## GOAL OF THE EXERCISE
Retrieve every line from the records in which the word "meet" occurs.

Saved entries
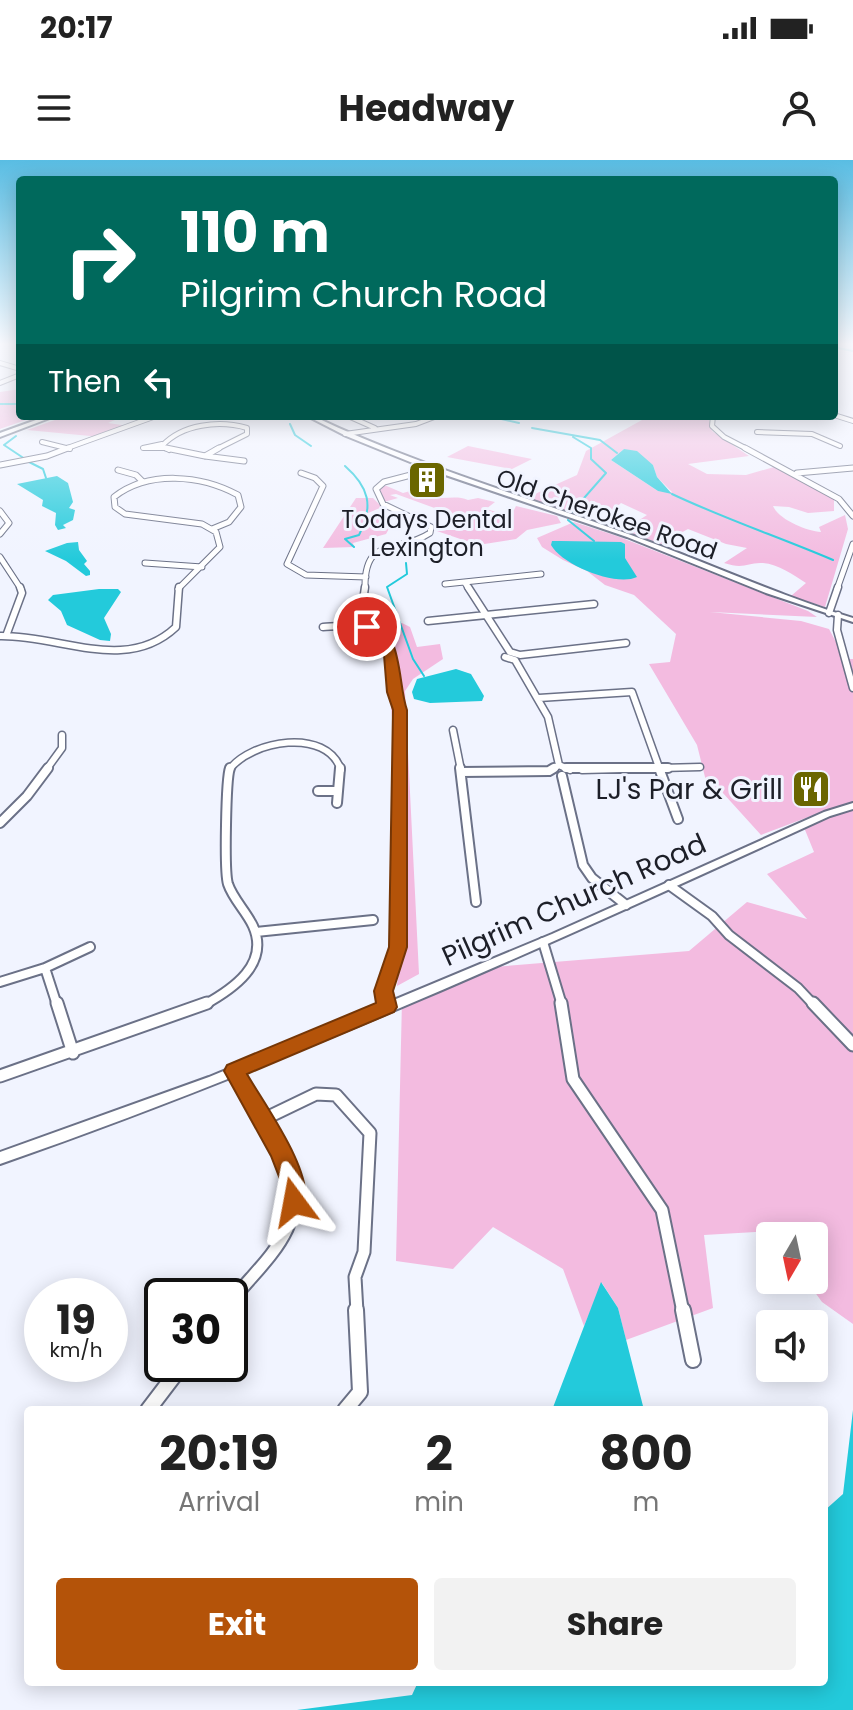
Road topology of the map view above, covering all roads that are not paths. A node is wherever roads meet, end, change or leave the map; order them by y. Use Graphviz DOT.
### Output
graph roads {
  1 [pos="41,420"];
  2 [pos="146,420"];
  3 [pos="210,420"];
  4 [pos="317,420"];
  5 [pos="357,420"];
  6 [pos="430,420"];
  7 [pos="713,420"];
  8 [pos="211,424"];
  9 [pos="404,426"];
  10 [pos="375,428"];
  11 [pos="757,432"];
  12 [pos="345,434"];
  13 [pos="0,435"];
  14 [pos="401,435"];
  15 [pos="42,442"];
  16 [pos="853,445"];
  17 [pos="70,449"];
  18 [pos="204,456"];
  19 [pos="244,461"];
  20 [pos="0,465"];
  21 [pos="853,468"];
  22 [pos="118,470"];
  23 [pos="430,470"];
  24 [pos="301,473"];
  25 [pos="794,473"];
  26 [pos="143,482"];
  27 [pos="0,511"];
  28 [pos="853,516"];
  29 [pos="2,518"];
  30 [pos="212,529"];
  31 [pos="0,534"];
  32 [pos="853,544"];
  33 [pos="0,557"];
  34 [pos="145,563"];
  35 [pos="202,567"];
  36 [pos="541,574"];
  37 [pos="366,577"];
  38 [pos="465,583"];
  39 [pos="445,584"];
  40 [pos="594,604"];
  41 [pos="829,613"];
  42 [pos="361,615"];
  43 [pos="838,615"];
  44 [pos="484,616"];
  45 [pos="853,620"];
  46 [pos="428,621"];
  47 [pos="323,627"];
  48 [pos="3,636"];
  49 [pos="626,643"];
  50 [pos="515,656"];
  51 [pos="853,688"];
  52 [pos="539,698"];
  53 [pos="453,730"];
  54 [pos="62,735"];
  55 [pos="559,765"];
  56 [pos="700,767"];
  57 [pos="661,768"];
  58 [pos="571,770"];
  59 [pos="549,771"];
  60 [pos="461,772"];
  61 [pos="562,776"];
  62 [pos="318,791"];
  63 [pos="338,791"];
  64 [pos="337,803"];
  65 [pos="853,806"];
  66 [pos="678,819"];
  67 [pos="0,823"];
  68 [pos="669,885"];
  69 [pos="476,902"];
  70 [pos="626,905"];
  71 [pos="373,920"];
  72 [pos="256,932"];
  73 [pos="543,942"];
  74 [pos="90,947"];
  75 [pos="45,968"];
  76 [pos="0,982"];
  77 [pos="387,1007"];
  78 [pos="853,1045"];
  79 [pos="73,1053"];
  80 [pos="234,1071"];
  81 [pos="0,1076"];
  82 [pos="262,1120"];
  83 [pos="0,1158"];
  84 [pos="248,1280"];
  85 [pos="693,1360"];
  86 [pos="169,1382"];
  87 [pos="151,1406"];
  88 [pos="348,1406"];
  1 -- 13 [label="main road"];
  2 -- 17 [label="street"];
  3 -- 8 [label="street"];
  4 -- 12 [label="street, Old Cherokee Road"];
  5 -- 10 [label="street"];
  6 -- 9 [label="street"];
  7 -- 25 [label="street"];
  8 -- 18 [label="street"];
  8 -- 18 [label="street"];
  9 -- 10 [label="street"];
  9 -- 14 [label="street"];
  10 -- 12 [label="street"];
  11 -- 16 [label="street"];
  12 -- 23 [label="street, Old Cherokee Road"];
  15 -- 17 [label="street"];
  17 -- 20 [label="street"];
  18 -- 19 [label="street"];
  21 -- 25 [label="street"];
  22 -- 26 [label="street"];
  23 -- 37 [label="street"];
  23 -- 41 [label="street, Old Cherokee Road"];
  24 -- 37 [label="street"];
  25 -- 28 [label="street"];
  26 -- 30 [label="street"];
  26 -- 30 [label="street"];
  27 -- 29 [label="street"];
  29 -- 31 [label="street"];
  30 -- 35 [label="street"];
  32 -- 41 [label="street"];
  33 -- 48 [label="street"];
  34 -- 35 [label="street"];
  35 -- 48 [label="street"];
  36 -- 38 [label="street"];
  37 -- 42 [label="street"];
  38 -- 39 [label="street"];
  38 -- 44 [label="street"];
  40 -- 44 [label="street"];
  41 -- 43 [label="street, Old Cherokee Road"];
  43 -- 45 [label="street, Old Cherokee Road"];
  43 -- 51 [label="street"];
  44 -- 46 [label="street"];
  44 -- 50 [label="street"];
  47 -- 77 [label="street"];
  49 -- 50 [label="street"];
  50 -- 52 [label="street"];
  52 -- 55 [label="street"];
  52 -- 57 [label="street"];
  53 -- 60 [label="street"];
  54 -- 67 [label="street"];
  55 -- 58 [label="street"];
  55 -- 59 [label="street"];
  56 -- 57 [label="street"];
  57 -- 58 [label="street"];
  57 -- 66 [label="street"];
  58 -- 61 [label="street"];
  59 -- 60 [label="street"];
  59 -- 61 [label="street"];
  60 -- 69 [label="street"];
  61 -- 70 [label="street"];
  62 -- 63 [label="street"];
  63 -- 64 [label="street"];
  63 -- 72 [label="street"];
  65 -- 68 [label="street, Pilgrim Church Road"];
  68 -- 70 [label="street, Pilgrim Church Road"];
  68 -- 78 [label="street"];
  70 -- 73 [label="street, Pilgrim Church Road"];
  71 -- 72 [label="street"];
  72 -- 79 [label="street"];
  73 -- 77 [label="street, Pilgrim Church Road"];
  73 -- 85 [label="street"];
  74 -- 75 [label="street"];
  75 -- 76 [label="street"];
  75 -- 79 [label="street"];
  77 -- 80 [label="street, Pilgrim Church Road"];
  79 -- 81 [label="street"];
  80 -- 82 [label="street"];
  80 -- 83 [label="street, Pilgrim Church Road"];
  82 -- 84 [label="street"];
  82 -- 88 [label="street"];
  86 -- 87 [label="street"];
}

--

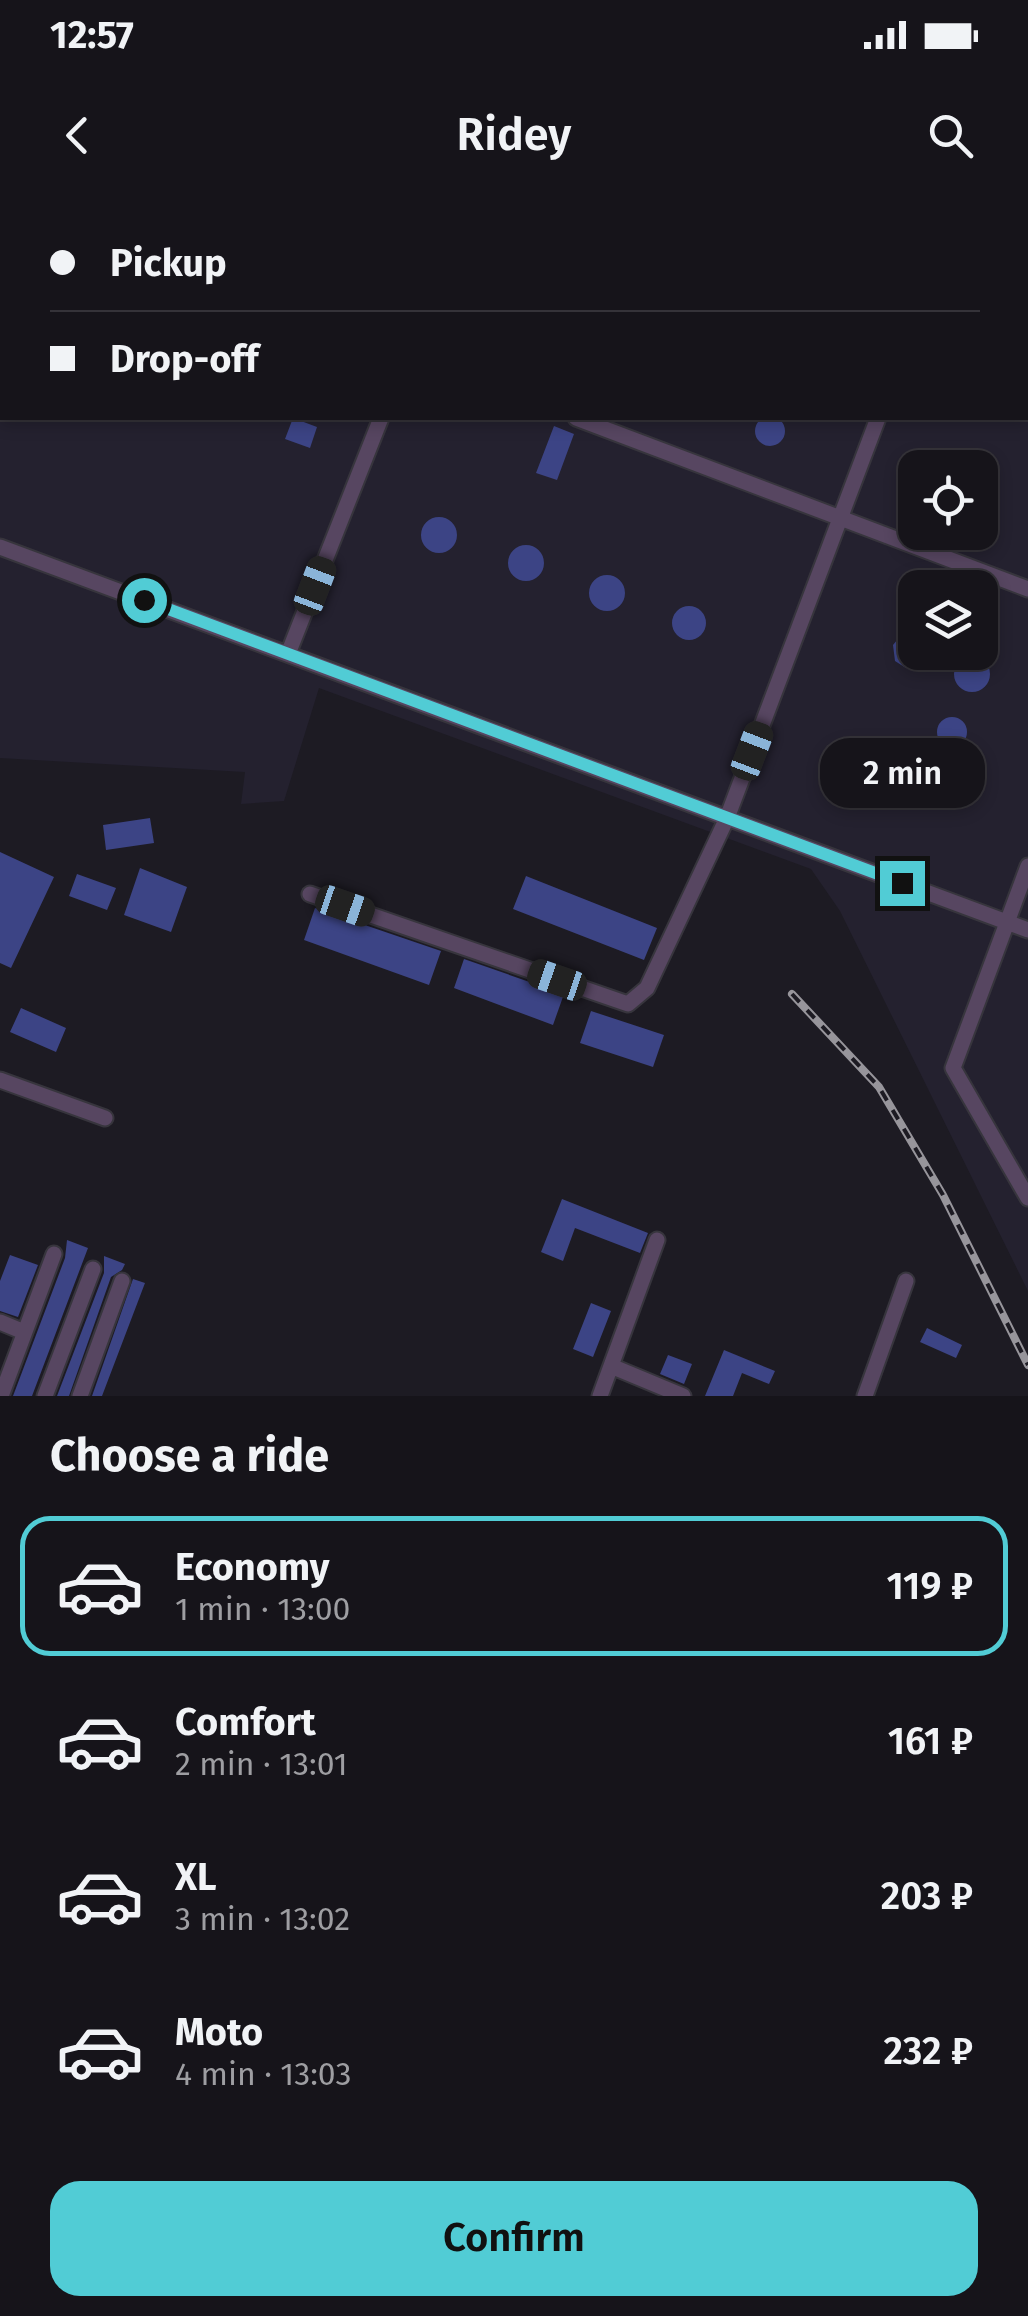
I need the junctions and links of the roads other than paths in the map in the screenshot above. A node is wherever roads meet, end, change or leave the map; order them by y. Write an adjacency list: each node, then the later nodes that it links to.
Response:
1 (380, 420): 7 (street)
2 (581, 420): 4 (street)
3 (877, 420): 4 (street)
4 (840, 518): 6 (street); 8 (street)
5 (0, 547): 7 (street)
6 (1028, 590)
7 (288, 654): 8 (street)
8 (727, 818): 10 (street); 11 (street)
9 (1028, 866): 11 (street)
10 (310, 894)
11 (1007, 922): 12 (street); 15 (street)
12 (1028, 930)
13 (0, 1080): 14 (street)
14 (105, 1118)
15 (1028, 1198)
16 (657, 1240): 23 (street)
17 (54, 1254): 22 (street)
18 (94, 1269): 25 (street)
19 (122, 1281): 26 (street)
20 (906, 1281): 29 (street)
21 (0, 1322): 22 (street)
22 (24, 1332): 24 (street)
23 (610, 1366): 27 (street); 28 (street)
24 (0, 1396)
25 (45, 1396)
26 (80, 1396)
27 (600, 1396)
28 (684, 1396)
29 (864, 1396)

...

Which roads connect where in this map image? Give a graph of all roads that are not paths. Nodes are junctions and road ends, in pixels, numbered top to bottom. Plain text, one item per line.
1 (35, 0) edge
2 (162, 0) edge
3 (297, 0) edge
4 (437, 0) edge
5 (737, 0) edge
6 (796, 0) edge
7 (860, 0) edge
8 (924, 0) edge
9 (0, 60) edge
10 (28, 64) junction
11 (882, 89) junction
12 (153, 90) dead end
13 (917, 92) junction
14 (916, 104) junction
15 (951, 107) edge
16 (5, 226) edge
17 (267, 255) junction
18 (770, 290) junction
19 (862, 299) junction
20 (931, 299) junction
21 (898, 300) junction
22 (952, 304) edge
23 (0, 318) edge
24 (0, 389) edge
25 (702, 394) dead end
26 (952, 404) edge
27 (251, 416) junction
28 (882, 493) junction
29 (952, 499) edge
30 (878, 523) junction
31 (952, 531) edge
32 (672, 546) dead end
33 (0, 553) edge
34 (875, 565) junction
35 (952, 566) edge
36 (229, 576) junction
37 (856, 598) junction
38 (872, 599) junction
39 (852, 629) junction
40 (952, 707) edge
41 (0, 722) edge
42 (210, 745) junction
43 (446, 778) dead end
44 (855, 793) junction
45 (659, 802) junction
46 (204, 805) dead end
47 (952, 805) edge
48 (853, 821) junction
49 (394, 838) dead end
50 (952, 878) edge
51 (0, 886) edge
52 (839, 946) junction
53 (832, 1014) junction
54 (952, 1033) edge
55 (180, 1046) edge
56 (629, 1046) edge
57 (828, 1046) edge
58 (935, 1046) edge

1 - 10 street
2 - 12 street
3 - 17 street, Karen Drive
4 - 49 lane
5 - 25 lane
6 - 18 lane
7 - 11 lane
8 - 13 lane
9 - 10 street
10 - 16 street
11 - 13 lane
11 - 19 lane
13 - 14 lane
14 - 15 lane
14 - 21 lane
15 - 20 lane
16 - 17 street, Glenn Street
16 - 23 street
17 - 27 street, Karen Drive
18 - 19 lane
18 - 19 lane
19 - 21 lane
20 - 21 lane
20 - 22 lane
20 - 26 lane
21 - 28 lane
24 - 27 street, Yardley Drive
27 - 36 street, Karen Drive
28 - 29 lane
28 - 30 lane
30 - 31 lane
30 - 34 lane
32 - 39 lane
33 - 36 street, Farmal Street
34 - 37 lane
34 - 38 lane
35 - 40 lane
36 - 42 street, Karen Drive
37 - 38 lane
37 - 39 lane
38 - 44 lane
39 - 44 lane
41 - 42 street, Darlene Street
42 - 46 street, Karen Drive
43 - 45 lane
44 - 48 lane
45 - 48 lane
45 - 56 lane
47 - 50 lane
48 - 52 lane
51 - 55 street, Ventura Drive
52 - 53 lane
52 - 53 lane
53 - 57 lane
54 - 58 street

## TASK RESULT
Road topology of the map view above, covering all roads that are not paths. A node is wherever roads meet, end, change or leave the map; order them by y. Use Graphviz DOT.
I need the junctions and links of the roads other than paths in the map in the screenshot above. A node is wherever roads meet, end, change or leave the map; order them by y. Write an adjacency list: each node, then the later nodes that it links to.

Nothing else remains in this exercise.